Tip for Easier Configuration: APK provides a VS Code plugin for syntax highlighting and intelligent suggestions. This plugin simplifies adding rate limits, creating new resources, and configuring security for your API. Adjust the APK configuration file as needed. For more information, see Enhance Configuration with APK Config Language Support.

Note

  • The OnQuotaExceedSuspendDuration parameter specifies the duration in seconds to suspend the AI Model for round robin when the quota is exceeded.
  • The productionModels parameter specifies the list of models to be used in the production environment.
  • The sandboxModels parameter specifies the list of models to be used in the sandbox environment.
  • The model parameter specifies the model name.
  • The backendRef parameter specifies the reference to the backend.
  • The weight parameter specifies the weight of the model.

Step 3 - Deploy the CRs

Once you have designed your APIs using these essential CRs, the next step is to apply them to the Kubernetes API server. APK will process and deploy your APIs seamlessly, taking full advantage of the Kubernetes infrastructure.

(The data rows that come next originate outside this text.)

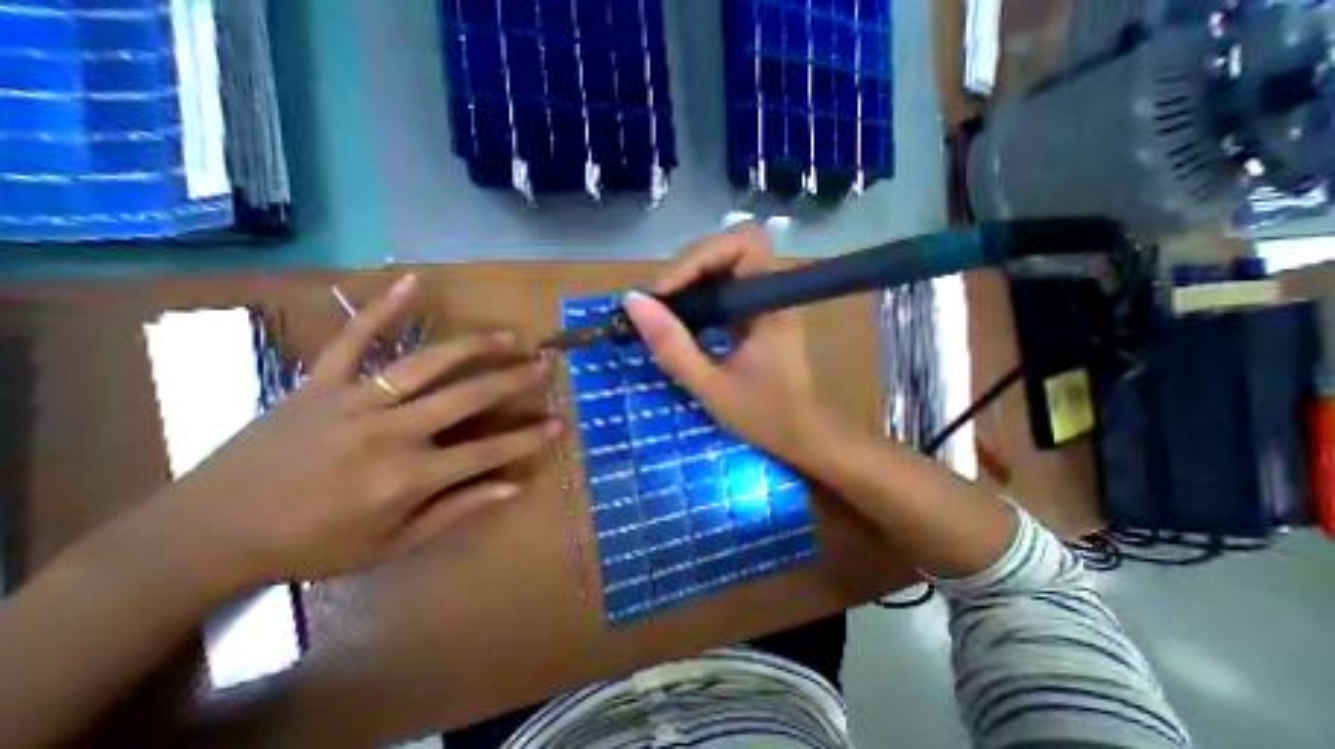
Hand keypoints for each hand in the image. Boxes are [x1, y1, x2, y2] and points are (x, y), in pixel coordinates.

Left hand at [142, 271, 558, 586]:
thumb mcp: (391, 543)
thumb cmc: (310, 546)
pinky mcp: (319, 382)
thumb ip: (456, 510)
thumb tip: (511, 488)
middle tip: (544, 364)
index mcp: (406, 477)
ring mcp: (353, 401)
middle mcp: (388, 432)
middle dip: (513, 380)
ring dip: (473, 346)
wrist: (201, 536)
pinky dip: (384, 307)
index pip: (487, 453)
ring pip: (425, 363)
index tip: (559, 423)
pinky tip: (415, 281)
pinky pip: (354, 338)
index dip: (528, 438)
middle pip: (466, 397)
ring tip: (507, 336)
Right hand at [628, 227, 830, 465]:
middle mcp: (771, 292)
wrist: (800, 434)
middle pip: (730, 248)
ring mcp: (764, 300)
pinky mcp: (755, 311)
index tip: (666, 292)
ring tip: (664, 310)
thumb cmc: (763, 416)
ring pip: (723, 264)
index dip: (701, 256)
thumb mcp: (710, 387)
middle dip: (689, 267)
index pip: (744, 245)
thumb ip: (672, 346)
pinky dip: (697, 293)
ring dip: (689, 279)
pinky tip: (683, 317)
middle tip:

kubectl apply -f <path_to_CR_files> -n apk

Step 4 - Verify the API Invocation

Generate an access token and invoke the API using the following command:

curl -k --location 'https://default.gw.wso2.com:9095/chat-service-prod-sand/1.0/chat/completions' \
--header 'Host: default.gw.wso2.com' \
--header 'Authorization: Bearer eyJhbGciOiJSUzI1NiIsICJ0eXAiOiJKV1QiLCAia2lkIjoiZ2F0ZXdheV9jZXJ0aWZpY2F0ZV9hbGlhcyJ9.eyJpc3MiOiJodHRwczovL2lkcC5hbS53c28yLmNvbS90b2tlbiIsICJzdWIiOiI0NWYxYzVjOC1hOTJlLTExZWQtYWZhMS0wMjQyYWMxMjAwMDIiLCAiYXVkIjoiYXVkMSIsICJleHAiOjE3MzkwNzMxOTYsICJuYmYiOjE3MzkwNjk1OTYsICJpYXQiOjE3MzkwNjk1OTYsICJqdGkiOiIwMWVmZTY5MS0wMjk4LTFmNjAtYTdjYy1kOTZiYmQyMTFhNjYiLCAiY2xpZW50SWQiOiI0NWYxYzVjOC1hOTJlLTExZWQtYWZhMS0wMjQyYWMxMjAwMDIiLCAic2NvcGUiOiJhcGs6YXBpX2NyZWF0ZSJ9.aTm7WUGWfEk8ZnSgCRZRcas9fNAvBo0Yj3zpo07o8Fq0rE2b8XNUU8GJqujo4DIRupEV6GDxk3ECKs-_BdprQQLVDidU7knUUeaSYsAk6xP0AdYFL1PhNKRS_1XbIPvILc5mLEYgeo9PRjkFbuD0FZKdKgCicY5sWze2tGyxGwiErMuxQTLrTNJdO48HACP4WlvbOIoOKg_xlxwOyYq5a0X6aTA218eZW3KKaxPmJK7kDzMDfm8r-UeEMfDP2go2IaBs4Pz0b8qsFR7jSMiOSjST_Id8ueyLy_EfbFAdd93qL3ByK-NKviqNG9JAUWEq_zbokJnn7a6IDqBq2DG7uw' \
--header 'Content-Type: application/json' \
--request POST \
-d '{
"model": "gpt-4o-mini",
"store": true,
"messages": [
{"role": "user", "content": "write a haiku about ai"}
]
}'
curl -X POST "https://<host>:9095/<basePath>/chat/completions" \
-H "Content-Type: application/json" \
-H 'Authorization: Bearer <access-token>' \
-d <data> -k     
{
"id": "chatcmpl-AyrkK7FERTeVJ4vHr29eaWh1laAWC",
"object": "chat.completion",
"created": 1739069644,
"model": "gpt-4o-mini-2024-07-18",
"choices": [
{
"index": 0,
"message": {
"role": "assistant",
"content": "Silent thoughts unfold,  \nLines of code weave minds anew,  \nDreams in circuits hum.",
"refusal": null
},
"logprobs": null,
"finish_reason": "stop"
}
],
"usage": {
"prompt_tokens": 13,
"completion_tokens": 20,
"total_tokens": 33,
"prompt_tokens_details": {
"cached_tokens": 0,
"audio_tokens": 0
},
"completion_tokens_details": {
"reasoning_tokens": 0,
"audio_tokens": 0,
"accepted_prediction_tokens": 0,
"rejected_prediction_tokens": 0
}
},
"service_tier": "default",
"system_fingerprint": "fp_bd83329f63"
}

After invoking the request multiple times, you will see responses from different configured models, verifying that model-based round-robin routing is working as expected.